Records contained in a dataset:
╭──

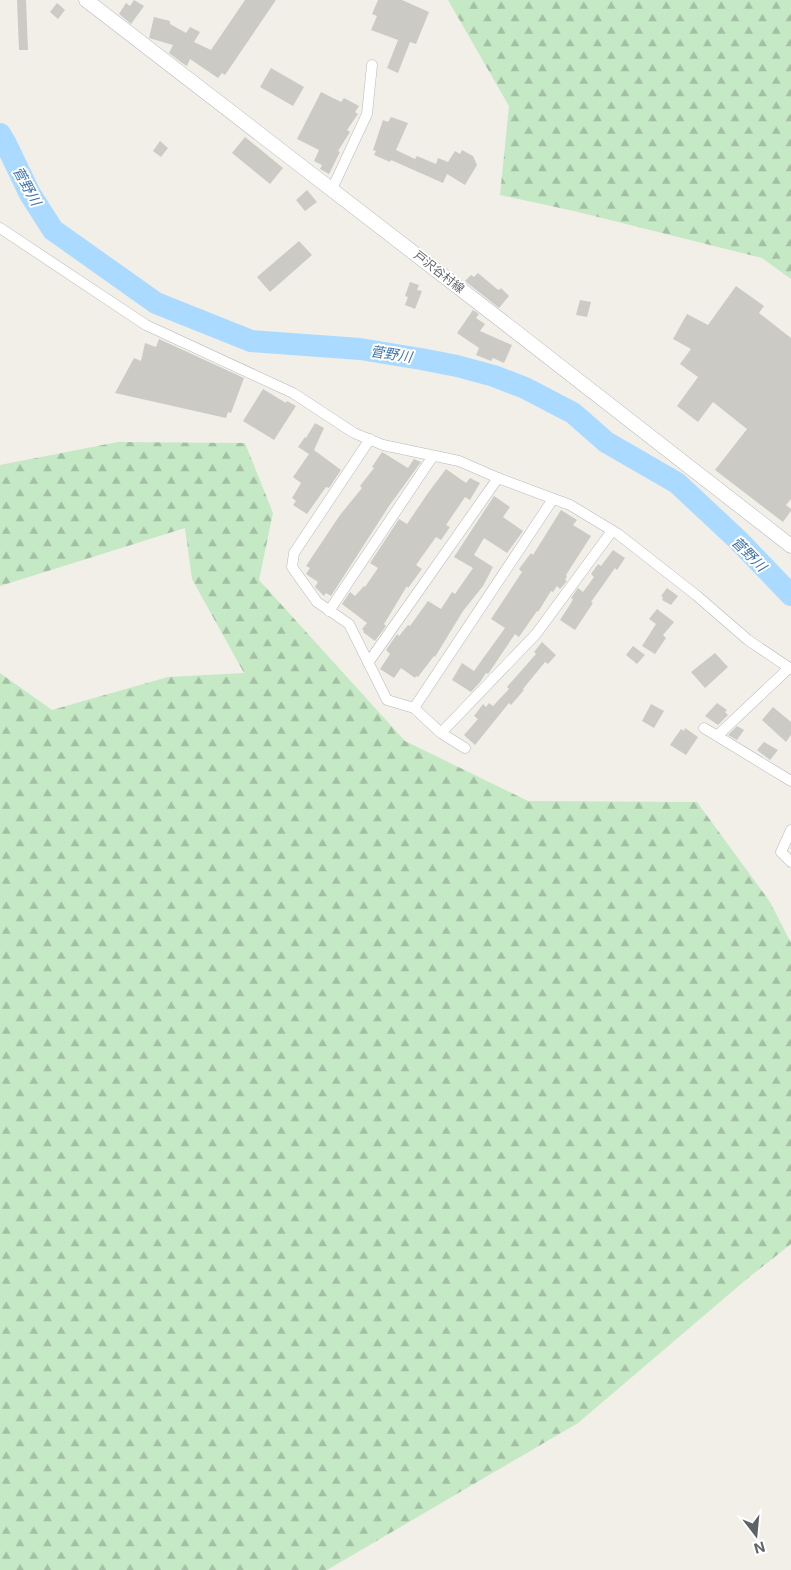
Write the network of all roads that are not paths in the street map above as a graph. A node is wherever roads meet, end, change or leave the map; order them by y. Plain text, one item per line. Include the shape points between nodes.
1 (86, 0) edge
2 (372, 65) dead end
3 (332, 189) junction
4 (0, 228) edge
5 (370, 439) junction
6 (434, 456) junction
7 (498, 478) junction
8 (553, 499) junction
9 (612, 530) junction
10 (791, 546) edge
11 (329, 611) junction
12 (368, 663) junction
13 (790, 668) edge
14 (414, 708) junction
15 (704, 728) dead end
16 (441, 733) junction
17 (717, 736) junction
18 (465, 748) dead end
19 (791, 781) edge
20 (791, 830) edge
21 (791, 862) edge

1 - 3 main road, 戸沢谷村線
2 - 3 street via 367,114
3 - 10 main road, 戸沢谷村線
4 - 5 street via 146,325 293,393 354,433
5 - 6 street
5 - 11 street via 294,553 292,567 317,602
6 - 7 street via 459,461
6 - 11 street
7 - 8 street
7 - 12 street
8 - 9 street via 570,505
8 - 14 street
9 - 13 street via 748,640
9 - 16 street via 536,634
11 - 12 street via 349,624
12 - 14 street via 387,700
13 - 17 street
14 - 16 street
15 - 17 street
16 - 18 street
17 - 19 street
20 - 21 street via 781,852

╰──

About this task:
Would you please restate the records word for word, excluding any images?

Finished exercise:
Write the network of all roads that are not paths in the street map above as a graph. A node is wherever roads meet, end, change or leave the map; order them by y. Plain text, one item per line. Include the shape points between nodes.
1 (86, 0) edge
2 (372, 65) dead end
3 (332, 189) junction
4 (0, 228) edge
5 (370, 439) junction
6 (434, 456) junction
7 (498, 478) junction
8 (553, 499) junction
9 (612, 530) junction
10 (791, 546) edge
11 (329, 611) junction
12 (368, 663) junction
13 (790, 668) edge
14 (414, 708) junction
15 (704, 728) dead end
16 (441, 733) junction
17 (717, 736) junction
18 (465, 748) dead end
19 (791, 781) edge
20 (791, 830) edge
21 (791, 862) edge

1 - 3 main road, 戸沢谷村線
2 - 3 street via 367,114
3 - 10 main road, 戸沢谷村線
4 - 5 street via 146,325 293,393 354,433
5 - 6 street
5 - 11 street via 294,553 292,567 317,602
6 - 7 street via 459,461
6 - 11 street
7 - 8 street
7 - 12 street
8 - 9 street via 570,505
8 - 14 street
9 - 13 street via 748,640
9 - 16 street via 536,634
11 - 12 street via 349,624
12 - 14 street via 387,700
13 - 17 street
14 - 16 street
15 - 17 street
16 - 18 street
17 - 19 street
20 - 21 street via 781,852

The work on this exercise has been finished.